Security Advisory 0024
Date: October 4th, 2016
Version: 1.0
Revision | Date | Changes |
---|---|---|
1.0 | October 4th, 2016 | Initial release |
Arista Products vulnerability report for security vulnerabilities announcement from the OpenSSL project on September 22nd, 2016
Product: EOS and CloudVision eXchange
These products are not vulnerable to the following
- CVE-2016-6305 (SSL_peek() hang on empty record)
- CVE-2016-6303 (OOB write in MDC2_Update())
- CVE-2016-6302 (Malformed SHA512 ticket DoS)
- CVE-2016-2182 (OOB write in BN_bn2dec())
- CVE-2016-2180 (OOB read in TS_OBJ_print_bio())
- CVE-2016-2177 (Pointer arithmetic undefined behaviour)
- CVE-2016-2181 (DTLS replay protection DoS)
- CVE-2016-6306 (Certificate message OOB reads)
- CVE-2016-6307 (Excessive allocation of memory in tls_get_message_header())
- CVE-2016-6308 (Excessive allocation of memory in dtls1_preprocess_fragment())
EOS and CloudVision eXchange are vulnerable to the following:
- CVE-2016-6304 (OCSP Status Request extension unbounded memory growth)
- Affected Software versions: EOS-4.17.0F, 4.17.1F, 4.17.1.1F, 4.17.1FX-VRRP6LL
- CVSS Scores:
- CVSS v3 Base Score: 7.5 (High)
- CVSS v2 Base Score: 7.8 (High)
- Affected Features: eAPI, CVX HA, VMtracer
- Impact: A malicious attacker could cause a server that uses SSL (in this case EOS or CloudVision eXchange running the affected features) to run out of memory and have the service be rendered temporarily unavailable as a result. The switch or the VM would then come back, in about a minute or so, though repeated attacks could potentially increase the time before the service starts up again.
- Mitigation: Use control plane ACLs to limit only known, secure devices to connect to the affected services.

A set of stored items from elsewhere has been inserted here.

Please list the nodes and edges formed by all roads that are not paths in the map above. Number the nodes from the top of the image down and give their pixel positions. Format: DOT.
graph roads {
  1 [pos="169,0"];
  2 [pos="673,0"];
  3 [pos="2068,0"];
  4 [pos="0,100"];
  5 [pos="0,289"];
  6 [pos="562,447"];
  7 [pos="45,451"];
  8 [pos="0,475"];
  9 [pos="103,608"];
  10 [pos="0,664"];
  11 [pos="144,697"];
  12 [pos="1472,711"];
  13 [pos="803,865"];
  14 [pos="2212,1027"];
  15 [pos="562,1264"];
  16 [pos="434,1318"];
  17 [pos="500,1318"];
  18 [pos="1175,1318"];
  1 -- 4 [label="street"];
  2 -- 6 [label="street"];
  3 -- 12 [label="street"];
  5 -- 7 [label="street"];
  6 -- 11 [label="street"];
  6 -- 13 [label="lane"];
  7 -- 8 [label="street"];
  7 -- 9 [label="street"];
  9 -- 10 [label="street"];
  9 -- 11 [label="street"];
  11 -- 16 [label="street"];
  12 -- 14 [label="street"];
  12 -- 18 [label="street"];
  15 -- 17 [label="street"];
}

- Resolution: Bug 171788 tracks this issue and the fix will be available in the next version of supported EOS release trains.
- CVE-2016-2183 (SWEET32 Mitigation)
- Affected Software versions: Table-1 documents the affected EOS releases
- CVSS Scores:
- CVSS v3 Base Score: 5.3 (Medium)
- CVSS v2 Base Score: 5.0 (Medium)
- Affected Features: CVX (OVSDB Connections) (Client), EOS copy command (Client), XMPP (Client)
- Impact: To exploit this vulnerability both the OpenSSL server and client have to use 3DES to encrypt data over SSL. Only after 32GB have been transferred, the attacker can begin to decrypt data.
- Mitigation: All affected features are SSL clients. To mitigate the issue, the SSL server that the clients are connecting to should not use the 3DES cipher.
- Resolution: Bug 167755 tracks this issue and the fix will be available in the next version of supported EOS release trains.
- CVE-2016-2178 (Constant time flag not preserved in DSA signing)
- Affected Software versions: Table-1 documents the affected EOS releases
- CVSS Scores:
- CVSS v3 Base Score: 5.5 (Medium)
- CVSS v2 Base Score: 2.1 (Low)
- Affected Features: SSH
- Impact: This vulnerability can allow an attacker to recover the DSA private key under certain conditions. Since SSH supports DSA as an option, this can allow the attacker to recover the DSA key used on an sshd server.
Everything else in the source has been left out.